Saved data entries:

====================

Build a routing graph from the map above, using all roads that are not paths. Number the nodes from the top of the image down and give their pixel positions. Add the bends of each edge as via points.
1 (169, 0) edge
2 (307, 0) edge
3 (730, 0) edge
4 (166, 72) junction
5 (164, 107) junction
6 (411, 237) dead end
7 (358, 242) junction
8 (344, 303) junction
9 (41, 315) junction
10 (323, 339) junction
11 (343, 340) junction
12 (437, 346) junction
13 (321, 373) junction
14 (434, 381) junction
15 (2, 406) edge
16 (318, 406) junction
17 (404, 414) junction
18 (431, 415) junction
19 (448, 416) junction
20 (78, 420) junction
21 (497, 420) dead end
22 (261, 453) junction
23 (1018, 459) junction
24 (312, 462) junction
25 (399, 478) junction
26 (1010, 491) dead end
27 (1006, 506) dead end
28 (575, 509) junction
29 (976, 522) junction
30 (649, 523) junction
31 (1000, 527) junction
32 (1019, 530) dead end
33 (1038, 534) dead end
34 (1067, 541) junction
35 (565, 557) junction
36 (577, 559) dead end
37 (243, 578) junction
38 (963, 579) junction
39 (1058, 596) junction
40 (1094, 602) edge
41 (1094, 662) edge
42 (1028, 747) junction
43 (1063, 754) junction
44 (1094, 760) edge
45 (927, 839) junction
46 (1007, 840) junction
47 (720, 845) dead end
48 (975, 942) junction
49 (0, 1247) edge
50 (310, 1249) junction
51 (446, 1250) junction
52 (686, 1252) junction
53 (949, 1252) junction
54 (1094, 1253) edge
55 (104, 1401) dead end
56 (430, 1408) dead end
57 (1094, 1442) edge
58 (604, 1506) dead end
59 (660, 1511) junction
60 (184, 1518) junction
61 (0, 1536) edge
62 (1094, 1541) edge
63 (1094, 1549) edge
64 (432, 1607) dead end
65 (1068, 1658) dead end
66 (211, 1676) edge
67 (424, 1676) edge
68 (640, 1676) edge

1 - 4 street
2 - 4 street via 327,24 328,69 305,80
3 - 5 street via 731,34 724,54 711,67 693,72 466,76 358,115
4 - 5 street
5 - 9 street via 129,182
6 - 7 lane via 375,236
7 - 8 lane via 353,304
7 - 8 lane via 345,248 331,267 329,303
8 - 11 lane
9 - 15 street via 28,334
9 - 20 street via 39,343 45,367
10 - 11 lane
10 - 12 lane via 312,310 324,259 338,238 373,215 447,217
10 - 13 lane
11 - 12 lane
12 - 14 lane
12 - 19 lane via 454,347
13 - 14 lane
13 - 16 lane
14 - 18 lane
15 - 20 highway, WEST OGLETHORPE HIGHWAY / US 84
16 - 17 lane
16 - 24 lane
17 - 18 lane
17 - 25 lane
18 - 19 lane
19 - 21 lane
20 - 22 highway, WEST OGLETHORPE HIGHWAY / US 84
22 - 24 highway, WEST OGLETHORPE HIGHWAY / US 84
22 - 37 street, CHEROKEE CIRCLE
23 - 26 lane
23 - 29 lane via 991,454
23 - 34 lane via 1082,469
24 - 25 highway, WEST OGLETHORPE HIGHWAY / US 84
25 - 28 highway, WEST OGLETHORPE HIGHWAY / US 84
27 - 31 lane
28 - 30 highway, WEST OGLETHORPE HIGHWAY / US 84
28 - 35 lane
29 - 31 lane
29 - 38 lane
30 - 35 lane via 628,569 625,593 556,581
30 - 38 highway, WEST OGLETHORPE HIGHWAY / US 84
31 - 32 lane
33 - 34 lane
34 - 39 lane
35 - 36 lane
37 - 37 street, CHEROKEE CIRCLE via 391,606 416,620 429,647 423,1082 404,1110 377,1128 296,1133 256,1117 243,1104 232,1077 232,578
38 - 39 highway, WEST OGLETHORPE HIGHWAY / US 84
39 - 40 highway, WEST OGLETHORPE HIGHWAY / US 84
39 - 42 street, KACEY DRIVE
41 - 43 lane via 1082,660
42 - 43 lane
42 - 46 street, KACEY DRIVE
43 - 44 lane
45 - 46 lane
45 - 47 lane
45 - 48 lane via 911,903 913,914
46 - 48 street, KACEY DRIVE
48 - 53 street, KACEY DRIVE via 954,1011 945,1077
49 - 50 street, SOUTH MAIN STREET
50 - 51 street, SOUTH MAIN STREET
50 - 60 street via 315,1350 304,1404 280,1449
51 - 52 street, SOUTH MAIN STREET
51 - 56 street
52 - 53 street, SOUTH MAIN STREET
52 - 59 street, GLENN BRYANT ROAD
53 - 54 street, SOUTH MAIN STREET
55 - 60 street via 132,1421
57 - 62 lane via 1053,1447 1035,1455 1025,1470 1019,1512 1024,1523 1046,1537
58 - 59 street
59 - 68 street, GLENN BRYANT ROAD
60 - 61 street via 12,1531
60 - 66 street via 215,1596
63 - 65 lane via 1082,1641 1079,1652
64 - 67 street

====================

• _EXERCISE DIRECTIONS_: In the entries above, find lines with "KACEY" and copy each.

• _THE COMPLETED TASK_:
39 - 42 street, KACEY DRIVE
42 - 46 street, KACEY DRIVE
46 - 48 street, KACEY DRIVE
48 - 53 street, KACEY DRIVE via 954,1011 945,1077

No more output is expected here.